_GOAL OF THE EXERCISE_
In which lines of the data does the string "Eiffel" appear? Copy every one.

[Dataset excerpts]
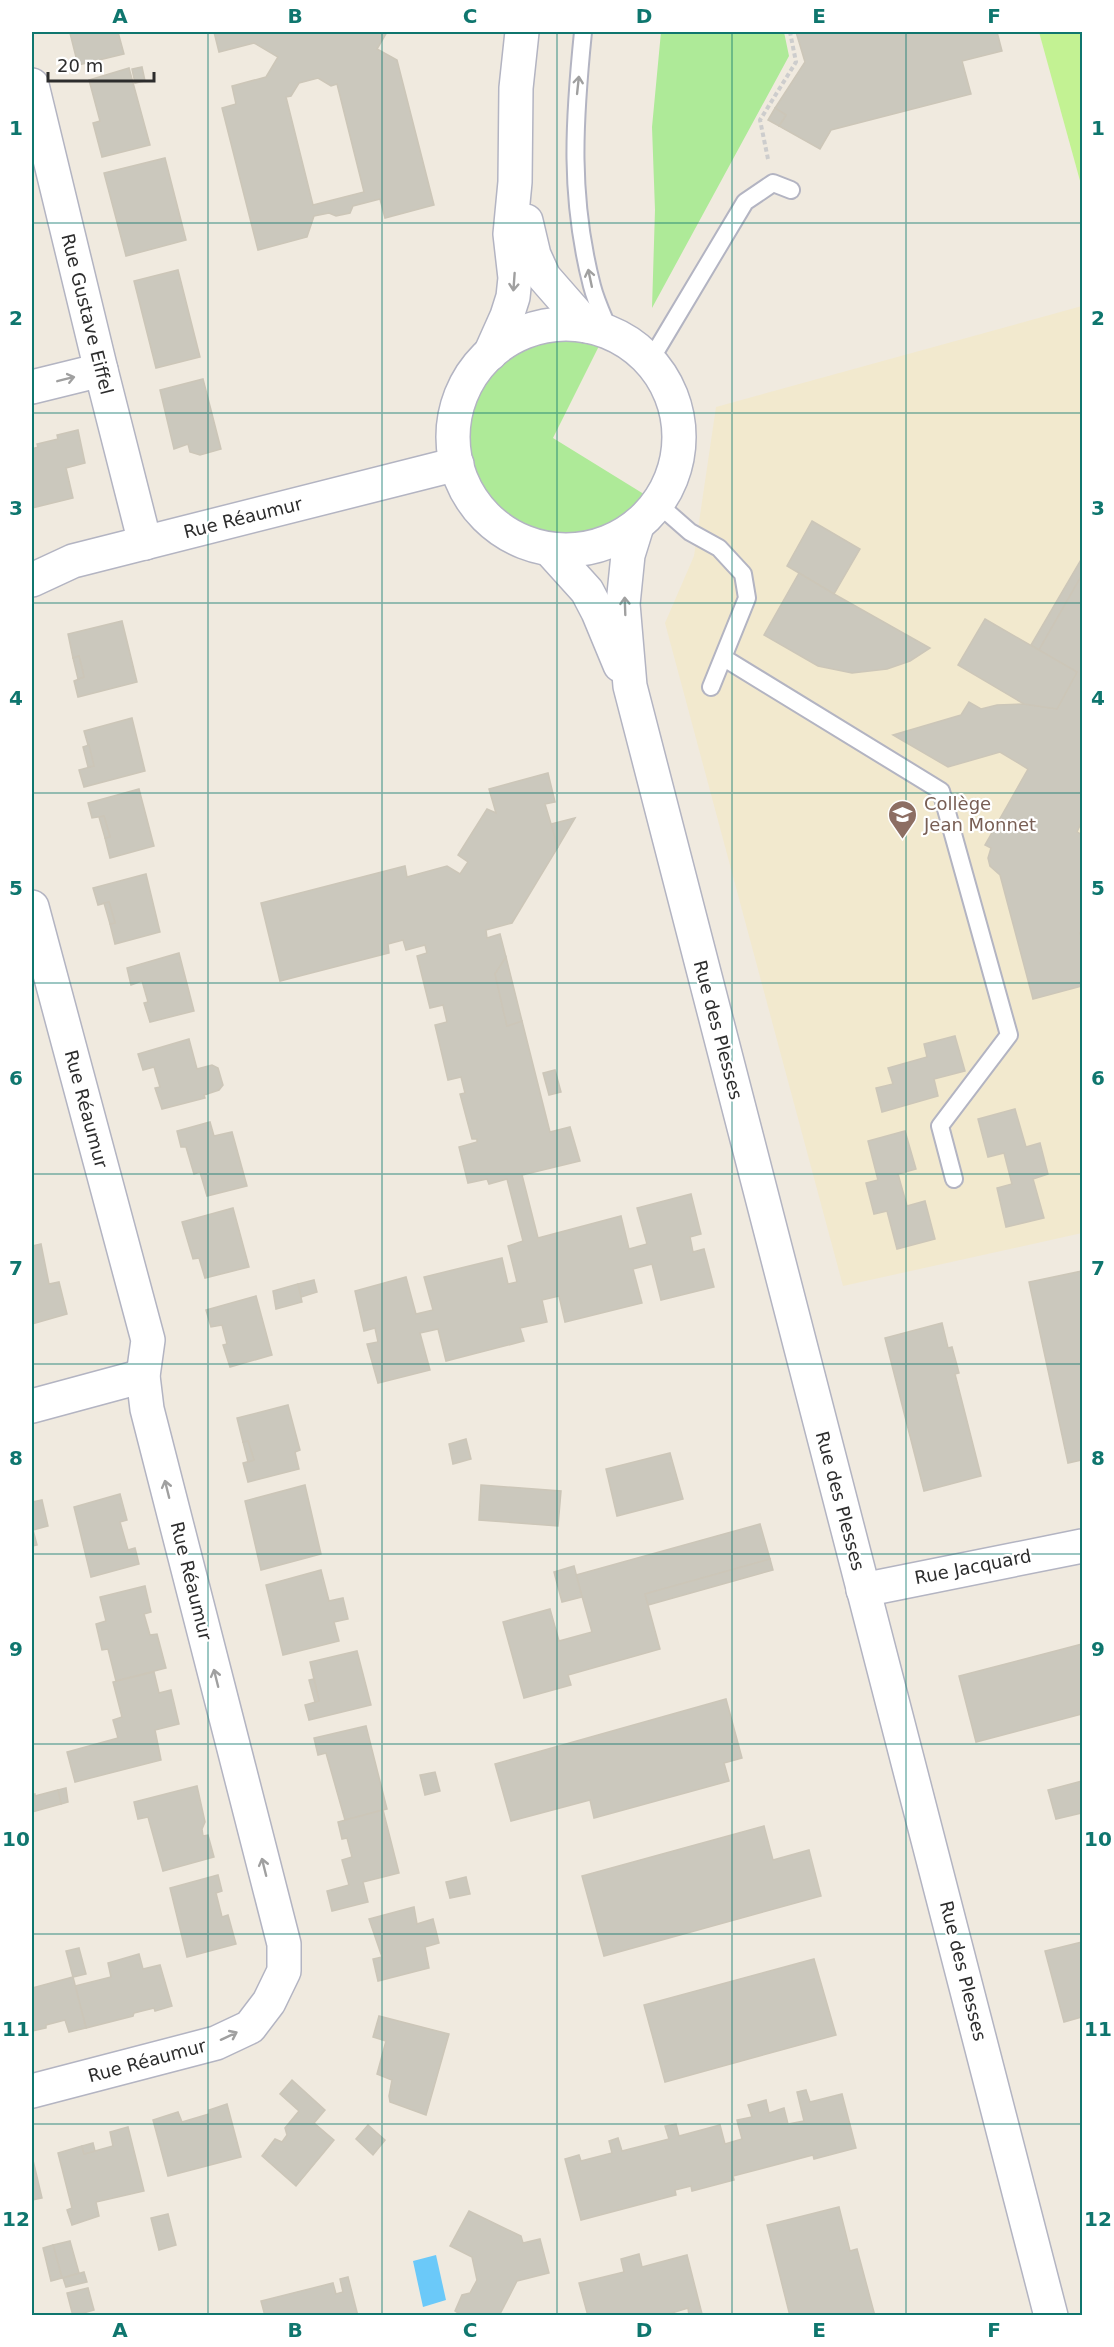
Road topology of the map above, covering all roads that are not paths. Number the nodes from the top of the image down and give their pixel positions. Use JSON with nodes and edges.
{"nodes":[{"id":1,"x":522,"y":32,"type":"edge"},
{"id":2,"x":583,"y":32,"type":"edge"},
{"id":3,"x":32,"y":85,"type":"edge"},
{"id":4,"x":515,"y":182,"type":"junction"},
{"id":5,"x":791,"y":190,"type":"dead end"},
{"id":6,"x":598,"y":330,"type":"junction"},
{"id":7,"x":490,"y":354,"type":"junction"},
{"id":8,"x":650,"y":362,"type":"junction"},
{"id":9,"x":100,"y":370,"type":"junction"},
{"id":10,"x":32,"y":387,"type":"edge"},
{"id":11,"x":457,"y":464,"type":"junction"},
{"id":12,"x":647,"y":515,"type":"junction"},
{"id":13,"x":145,"y":543,"type":"junction"},
{"id":14,"x":550,"y":550,"type":"junction"},
{"id":15,"x":32,"y":580,"type":"edge"},
{"id":16,"x":724,"y":658,"type":"junction"},
{"id":17,"x":630,"y":686,"type":"junction"},
{"id":18,"x":711,"y":687,"type":"dead end"},
{"id":19,"x":32,"y":915,"type":"edge"},
{"id":20,"x":954,"y":1179,"type":"dead end"},
{"id":21,"x":142,"y":1376,"type":"junction"},
{"id":22,"x":32,"y":1406,"type":"edge"},
{"id":23,"x":1083,"y":1546,"type":"edge"},
{"id":24,"x":863,"y":1590,"type":"junction"},
{"id":25,"x":32,"y":2091,"type":"edge"},
{"id":26,"x":1051,"y":2316,"type":"edge"}],
"edges":[{"from":1,"to":4,"type":"street"},
{"from":6,"to":2,"type":"lane","one_way":true},
{"from":3,"to":9,"type":"street","name":"Rue Gustave Eiffel"},
{"from":4,"to":6,"type":"street"},
{"from":4,"to":7,"type":"street","one_way":true},
{"from":5,"to":8,"type":"lane"},
{"from":6,"to":7,"type":"street"},
{"from":6,"to":8,"type":"street","name":"Rue des Plesses"},
{"from":7,"to":11,"type":"street"},
{"from":8,"to":12,"type":"street","name":"Rue des Plesses"},
{"from":10,"to":9,"type":"street","one_way":true},
{"from":9,"to":13,"type":"street","name":"Rue Gustave Eiffel"},
{"from":11,"to":13,"type":"street","name":"Rue Réaumur"},
{"from":11,"to":14,"type":"street"},
{"from":12,"to":14,"type":"street"},
{"from":12,"to":16,"type":"lane"},
{"from":17,"to":12,"type":"street","name":"Rue des Plesses","one_way":true},
{"from":13,"to":15,"type":"street","name":"Rue Réaumur"},
{"from":14,"to":17,"type":"street","name":"Rue des Plesses"},
{"from":16,"to":18,"type":"lane"},
{"from":16,"to":20,"type":"lane"},
{"from":17,"to":24,"type":"street","name":"Rue des Plesses"},
{"from":19,"to":21,"type":"street","name":"Rue Réaumur"},
{"from":21,"to":22,"type":"street"},
{"from":25,"to":21,"type":"street","name":"Rue Réaumur","one_way":true},
{"from":23,"to":24,"type":"street","name":"Rue Jacquard"},
{"from":24,"to":26,"type":"street","name":"Rue des Plesses"}]}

_YOUR SOLUTION_
{"from":3,"to":9,"type":"street","name":"Rue Gustave Eiffel"},
{"from":9,"to":13,"type":"street","name":"Rue Gustave Eiffel"},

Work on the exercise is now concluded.